William L Howard wlhoward at verizon.net
Sat Nov 5 06:32:41 PST 2005


Serge Peter Karlow, Accused of being “Mole” for KGB, Dies at 84

Serge Peter Karlow, a noted officer for US Government Intelligence
Services who was falsely accused of being a spy within the CIA’s ranks,
died Thursday in Montclair, New Jersey.  The death was announced by his
family.

Born in New York City, Mr. Karlow was a graduate Swarthmore College at
the age of 20.  In 1942 he was hired by William J. “Wild Bill” Donovan
to join the office of Coordinator of Information, which needed an
interpreter of German and French.  The intelligence operations of the
COI were later assigned to the newly created Office of Strategic
Services.  Mr. Karlow was assigned to naval intelligence as WWII
started, spending time in Algiers and Corsica.  In 1944 he lost a leg
when his PT boat triggered an acoustic mine after delivering radar
equipment to an observation post on the coast of Italy. He returned to
the OSS in November 1944 and remained there as it became the CIA,
working in West Germany.  In his book, Molehunt: the Secret Search for
Traitors that Shattered the CIA, David Wise wrote that “Mr. Karlow was
the closest thing that the CIA had to the character of ‘Q’, the master
gadgeteer of the James Bond series”. While in Germany, he met and
married Elizabeth Rausch (later the President of the Overseas Education
Fund of the League of Woman’s Voters) who was working on Russian matters
for the CIA.

In 1962 Mr. Karlow found himself one of the central figures in a hunt
for a “mole” within the CIA’s rank. The investigation was triggered by a
KGB officer, Anatoly M. Golitsin, who defected and told CIA officials
that he had information that there was a mole stationed in Germany.
Golitsin stated that the mole’s true last name began with the letter “K”
.  His stories fueled concerns of James Angleton, the CIA’s head of
counter-intelligence who spent years scouring the ranks of the CIA to
find KGB spies.  Mr. Karlow’s background appeared to Angleton to fit
some of the profile that Mr. Golitsin provided.  Karlow became the prime
suspect. In protesting his innocence, Karlow was amazed to be told that
only a spy could have developed such a convincing and thorough alibi.

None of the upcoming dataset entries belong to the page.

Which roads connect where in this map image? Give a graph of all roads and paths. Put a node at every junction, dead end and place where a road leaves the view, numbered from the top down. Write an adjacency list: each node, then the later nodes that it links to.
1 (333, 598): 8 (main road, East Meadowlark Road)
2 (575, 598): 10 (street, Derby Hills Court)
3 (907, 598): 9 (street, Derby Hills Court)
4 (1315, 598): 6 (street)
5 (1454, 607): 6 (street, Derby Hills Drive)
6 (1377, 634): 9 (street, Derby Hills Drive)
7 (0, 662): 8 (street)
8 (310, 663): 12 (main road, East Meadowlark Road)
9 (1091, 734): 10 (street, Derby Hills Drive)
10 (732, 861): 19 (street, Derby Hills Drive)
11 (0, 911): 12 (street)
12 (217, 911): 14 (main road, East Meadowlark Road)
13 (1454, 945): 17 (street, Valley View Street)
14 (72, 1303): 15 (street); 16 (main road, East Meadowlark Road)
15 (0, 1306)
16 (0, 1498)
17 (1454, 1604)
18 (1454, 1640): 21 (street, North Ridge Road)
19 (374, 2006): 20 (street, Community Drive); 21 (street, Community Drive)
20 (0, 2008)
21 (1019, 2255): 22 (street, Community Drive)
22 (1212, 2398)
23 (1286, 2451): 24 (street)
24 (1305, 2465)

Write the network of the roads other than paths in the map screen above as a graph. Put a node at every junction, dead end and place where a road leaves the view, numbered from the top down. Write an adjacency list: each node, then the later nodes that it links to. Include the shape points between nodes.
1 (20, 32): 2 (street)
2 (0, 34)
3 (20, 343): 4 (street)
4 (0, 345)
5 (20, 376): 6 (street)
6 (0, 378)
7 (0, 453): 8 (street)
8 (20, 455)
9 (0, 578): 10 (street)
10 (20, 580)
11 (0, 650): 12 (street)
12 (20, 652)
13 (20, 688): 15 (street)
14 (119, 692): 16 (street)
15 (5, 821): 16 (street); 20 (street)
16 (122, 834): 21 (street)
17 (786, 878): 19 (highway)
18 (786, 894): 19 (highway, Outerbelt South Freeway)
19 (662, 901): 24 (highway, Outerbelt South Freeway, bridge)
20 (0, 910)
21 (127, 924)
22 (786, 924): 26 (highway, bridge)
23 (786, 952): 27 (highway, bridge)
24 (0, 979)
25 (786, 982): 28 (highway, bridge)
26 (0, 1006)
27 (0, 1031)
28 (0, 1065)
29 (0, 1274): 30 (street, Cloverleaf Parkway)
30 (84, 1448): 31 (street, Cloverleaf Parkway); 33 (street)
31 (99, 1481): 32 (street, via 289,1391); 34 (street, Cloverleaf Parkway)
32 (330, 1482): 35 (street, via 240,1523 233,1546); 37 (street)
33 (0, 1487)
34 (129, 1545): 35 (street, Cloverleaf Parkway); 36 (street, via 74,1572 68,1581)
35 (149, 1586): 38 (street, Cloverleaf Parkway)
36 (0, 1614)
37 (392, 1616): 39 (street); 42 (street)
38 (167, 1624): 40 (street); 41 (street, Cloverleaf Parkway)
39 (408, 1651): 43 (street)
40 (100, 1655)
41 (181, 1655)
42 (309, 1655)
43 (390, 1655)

Karlow left the CIA and joined the international affairs office of the
Monsanto Corporation in St. Louis, Missouri.  While there, Karlow was
head of the St. Louis Council on Foreign Affairs.  In 1970, he moved to
Washington DC to join Monsanto’s office there.  He retired from Monsanto
in 1974 and consulted for several organizations on international affairs
in the ensuing years.  Doggedly determined to clear the stain from his
name, however, he refused to give up his effort to prove his innocence
in the “mole hunt” matter.  He sought help from CIA Director William
Casey, who assisted in opening an investigation.  Karlow was contacted
by the “Larry King, Live!” show, and spoke openly on the topic.
Finally, in 1988, then CIA Director William H. Webster formally reopened
Karlow’s case and determined that it had been a terrible mistake.  An
article in the Sunday, March 8, 1992 New York Times entitled “C.I.A. Dug
for Moles but Buried the Loyal” laid out the details of the “mole hunt”.
In the end, the C.I.A. offered him apologies and compensation.  He asked
for a ceremony and a medal - they gave him those too.

Later, Karlow authored his own account of the tumult in his book
Targeted by the C.I.A.: An Intelligence Professional Speaks Out on the
Scandal that Turned the C.I.A. Upside Down.  Karlow was active in the
Association of Former Intelligence Officers in California and Florida,
where he later lived.

Mr. Karlow’s wife, Elizabeth, predeceased him in 1977.  He is survived
by his sister, Sonja Karlow Mulroney of Sun City, Arizona; a son, James
P. Karlow of Commerce Township, MI; a daughter, Alexandra Karlow Nolan
of Montclair, NJ, and 5 grandsons.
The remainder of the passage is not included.